Directions for this task —
Below is a set of records, and all of them should be retyped exactly, minus the pictures.

------ The data ------

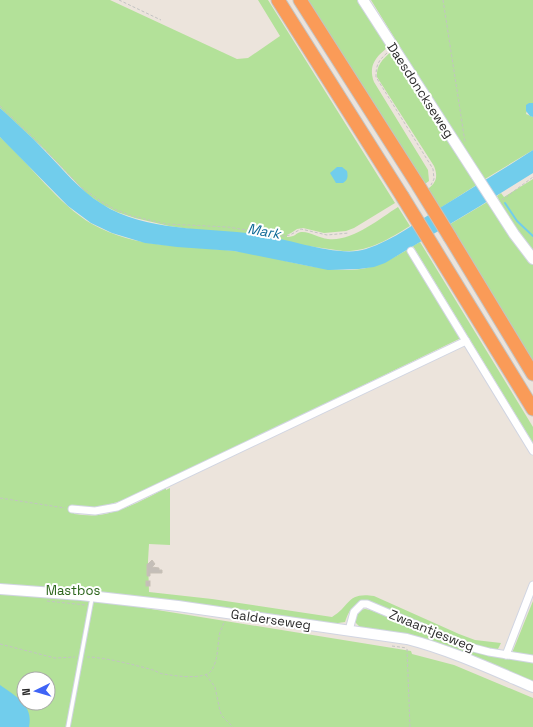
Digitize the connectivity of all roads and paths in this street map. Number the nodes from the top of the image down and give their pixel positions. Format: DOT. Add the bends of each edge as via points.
graph roads {
  1 [pos="119,0"];
  2 [pos="278,0"];
  3 [pos="300,0"];
  4 [pos="363,0"];
  5 [pos="443,0"];
  6 [pos="161,20"];
  7 [pos="394,48"];
  8 [pos="0,106"];
  9 [pos="463,154"];
  10 [pos="533,177"];
  11 [pos="424,185"];
  12 [pos="495,205"];
  13 [pos="348,233"];
  14 [pos="411,251"];
  15 [pos="533,259"];
  16 [pos="466,341"];
  17 [pos="533,374"];
  18 [pos="533,409"];
  19 [pos="533,451"];
  20 [pos="0,498"];
  21 [pos="72,509"];
  22 [pos="533,584"];
  23 [pos="0,589"];
  24 [pos="45,601"];
  25 [pos="91,601"];
  26 [pos="225,620"];
  27 [pos="349,630"];
  28 [pos="0,644"];
  29 [pos="392,646"];
  30 [pos="506,655"];
  31 [pos="81,657"];
  32 [pos="533,659"];
  33 [pos="206,674"];
  34 [pos="533,687"];
  35 [pos="68,727"];
  36 [pos="233,727"];
  37 [pos="410,727"];
  1 -- 6 [label="path"];
  2 -- 18 [label="highway, bridge"];
  3 -- 11 [label="highway"];
  4 -- 7 [label="street, Daesdonckseweg"];
  5 -- 9 [label="path" via="465,146"];
  7 -- 9 [label="street, Daesdonckseweg"];
  7 -- 11 [label="path" via="382,58 376,68 376,77 433,169 434,179"];
  8 -- 13 [label="path" via="82,187 102,202 132,216 166,224 228,227 284,236 301,230 327,235"];
  9 -- 12 [label="street, Daesdonckseweg"];
  10 -- 12 [label="path"];
  11 -- 17 [label="highway, bridge" via="450,237"];
  12 -- 15 [label="street, Daesdonckseweg"];
  14 -- 16 [label="street"];
  16 -- 19 [label="street"];
  16 -- 21 [label="street" via="117,507 95,511"];
  20 -- 21 [label="path"];
  22 -- 30 [label="street"];
  23 -- 25 [label="street, Galderseweg"];
  24 -- 25 [label="path"];
  25 -- 27 [label="street, Galderseweg" via="178,606"];
  25 -- 31 [label="lane"];
  26 -- 33 [label="path" via="214,666 211,672"];
  27 -- 30 [label="street, Zwaantjesweg" via="354,612 362,604 367,604 460,644"];
  27 -- 34 [label="street, Galderseweg" via="430,645"];
  28 -- 31 [label="path" via="55,658"];
  29 -- 37 [label="path" via="407,648"];
  30 -- 32 [label="street, Zwaantjesweg"];
  31 -- 33 [label="path" via="97,657 163,674 195,677"];
  31 -- 35 [label="lane"];
  33 -- 36 [label="path" via="215,687 222,716"];
}
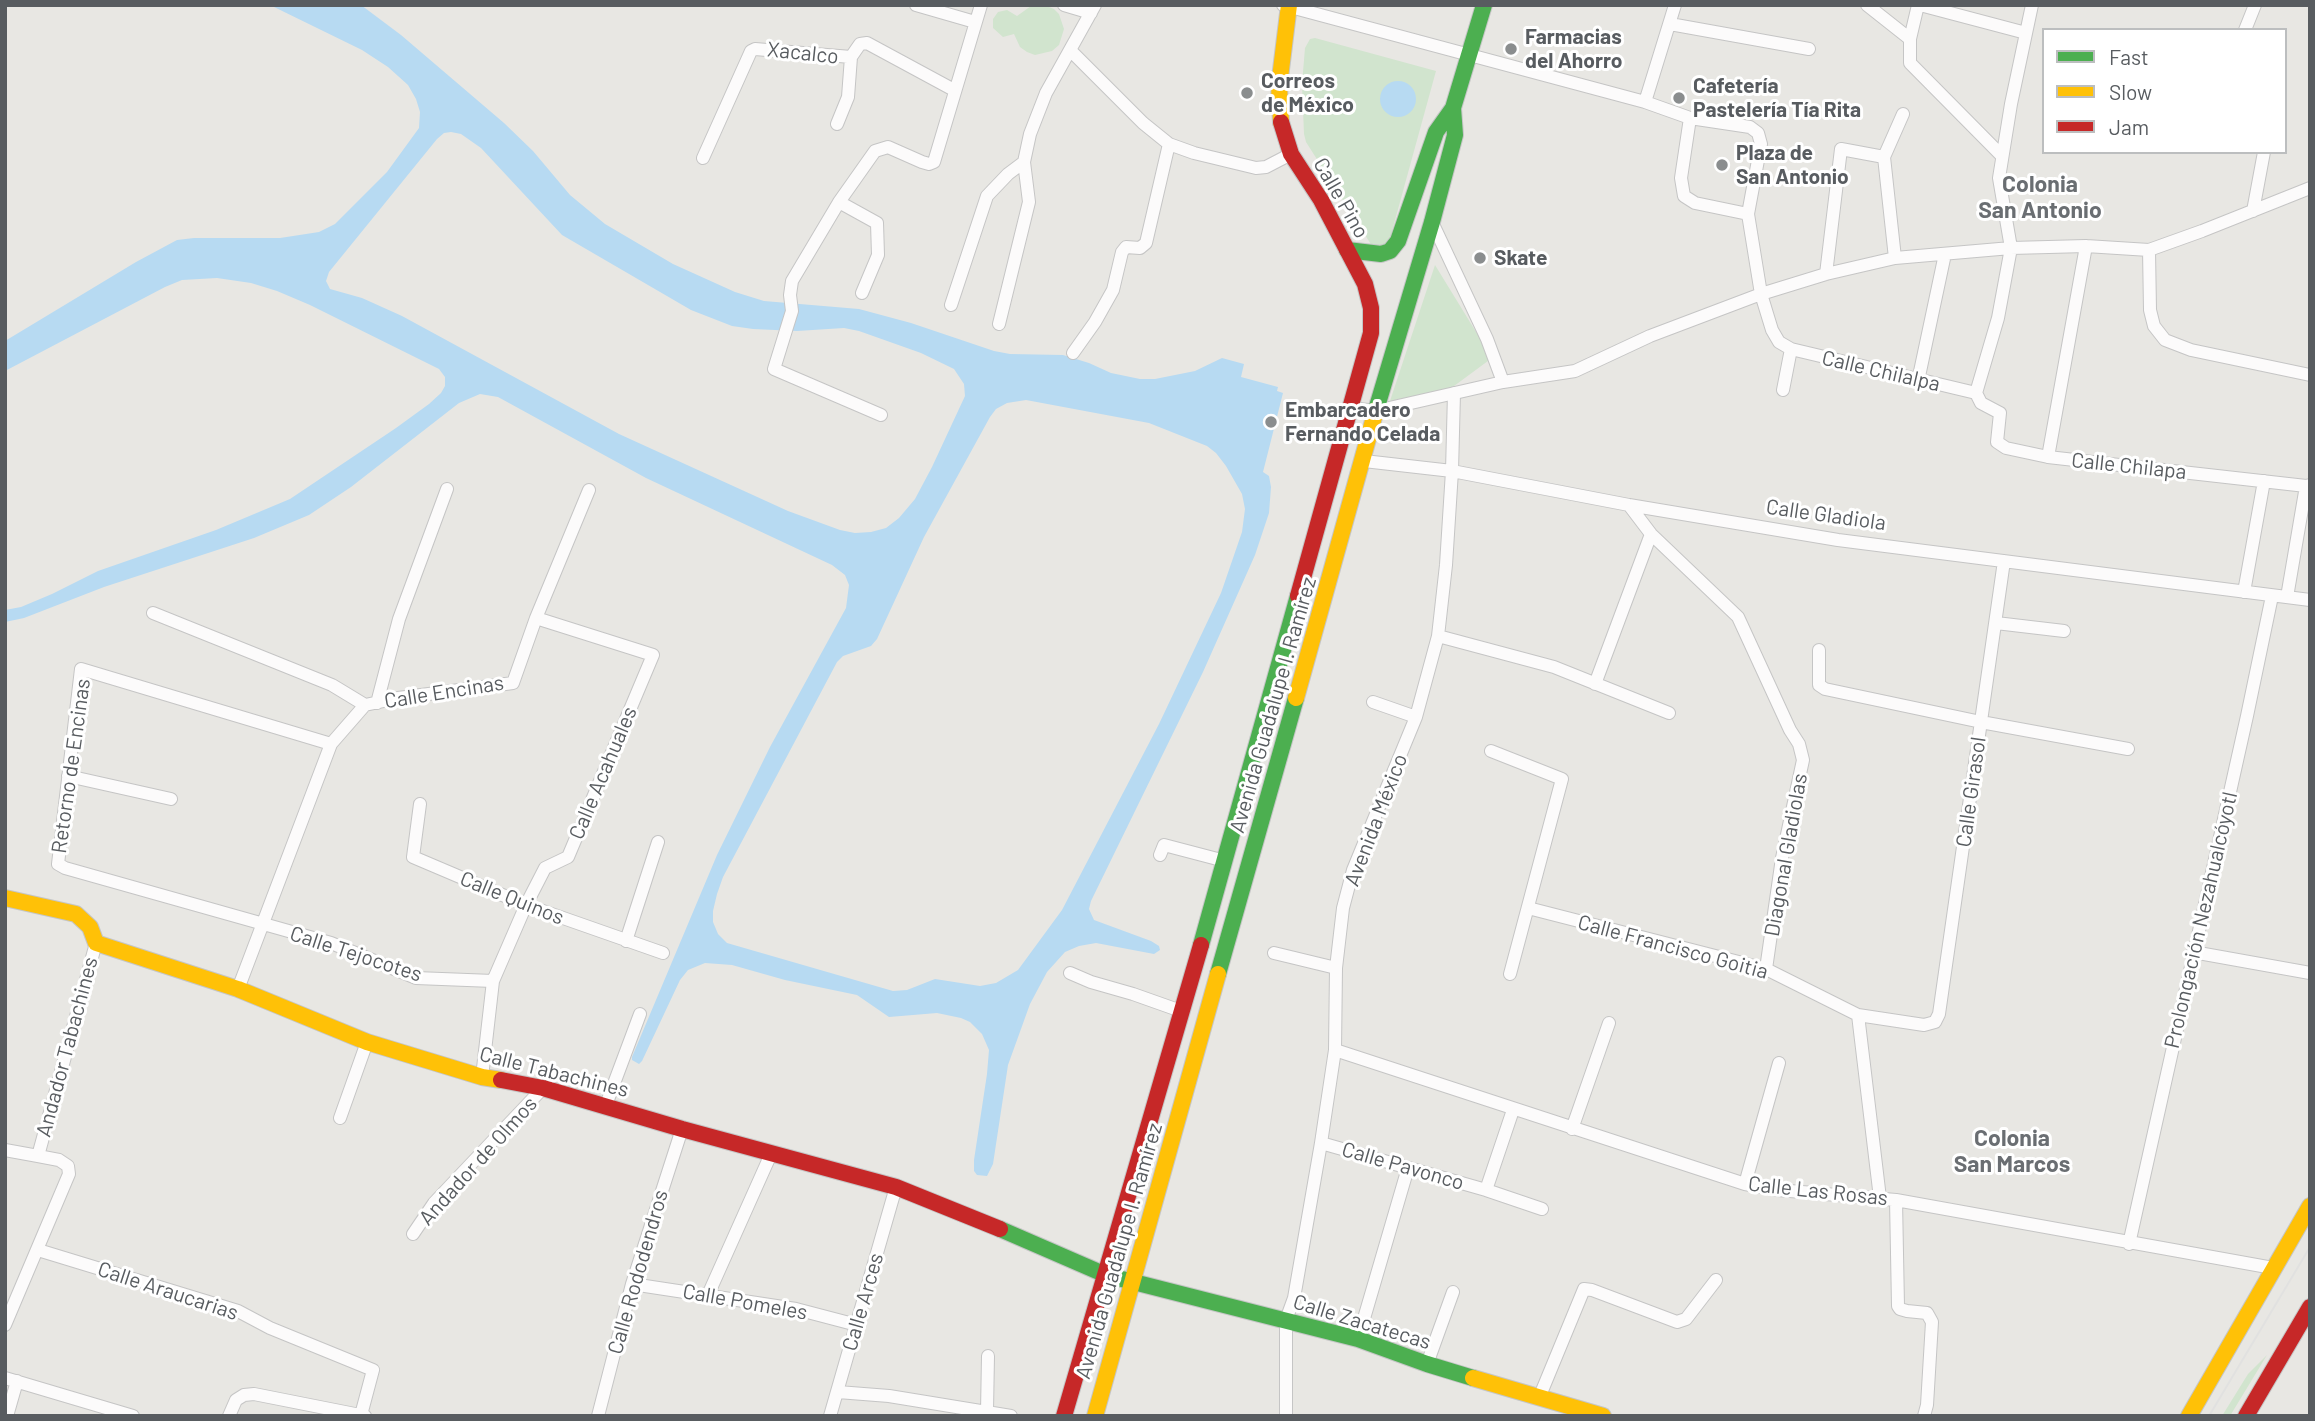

------

Reply —
Digitize the connectivity of all roads and paths in this street map. Number the nodes from the top of the image down and give their pixel positions. Format: DOT. Add the bends of each edge as via points.
graph roads {
  1 [pos="119,0"];
  2 [pos="278,0"];
  3 [pos="300,0"];
  4 [pos="363,0"];
  5 [pos="443,0"];
  6 [pos="161,20"];
  7 [pos="394,48"];
  8 [pos="0,106"];
  9 [pos="463,154"];
  10 [pos="533,177"];
  11 [pos="424,185"];
  12 [pos="495,205"];
  13 [pos="348,233"];
  14 [pos="411,251"];
  15 [pos="533,259"];
  16 [pos="466,341"];
  17 [pos="533,374"];
  18 [pos="533,409"];
  19 [pos="533,451"];
  20 [pos="0,498"];
  21 [pos="72,509"];
  22 [pos="533,584"];
  23 [pos="0,589"];
  24 [pos="45,601"];
  25 [pos="91,601"];
  26 [pos="225,620"];
  27 [pos="349,630"];
  28 [pos="0,644"];
  29 [pos="392,646"];
  30 [pos="506,655"];
  31 [pos="81,657"];
  32 [pos="533,659"];
  33 [pos="206,674"];
  34 [pos="533,687"];
  35 [pos="68,727"];
  36 [pos="233,727"];
  37 [pos="410,727"];
  1 -- 6 [label="path"];
  2 -- 18 [label="highway, bridge"];
  3 -- 11 [label="highway"];
  4 -- 7 [label="street, Daesdonckseweg"];
  5 -- 9 [label="path" via="465,146"];
  7 -- 9 [label="street, Daesdonckseweg"];
  7 -- 11 [label="path" via="382,58 376,68 376,77 433,169 434,179"];
  8 -- 13 [label="path" via="82,187 102,202 132,216 166,224 228,227 284,236 301,230 327,235"];
  9 -- 12 [label="street, Daesdonckseweg"];
  10 -- 12 [label="path"];
  11 -- 17 [label="highway, bridge" via="450,237"];
  12 -- 15 [label="street, Daesdonckseweg"];
  14 -- 16 [label="street"];
  16 -- 19 [label="street"];
  16 -- 21 [label="street" via="117,507 95,511"];
  20 -- 21 [label="path"];
  22 -- 30 [label="street"];
  23 -- 25 [label="street, Galderseweg"];
  24 -- 25 [label="path"];
  25 -- 27 [label="street, Galderseweg" via="178,606"];
  25 -- 31 [label="lane"];
  26 -- 33 [label="path" via="214,666 211,672"];
  27 -- 30 [label="street, Zwaantjesweg" via="354,612 362,604 367,604 460,644"];
  27 -- 34 [label="street, Galderseweg" via="430,645"];
  28 -- 31 [label="path" via="55,658"];
  29 -- 37 [label="path" via="407,648"];
  30 -- 32 [label="street, Zwaantjesweg"];
  31 -- 33 [label="path" via="97,657 163,674 195,677"];
  31 -- 35 [label="lane"];
  33 -- 36 [label="path" via="215,687 222,716"];
}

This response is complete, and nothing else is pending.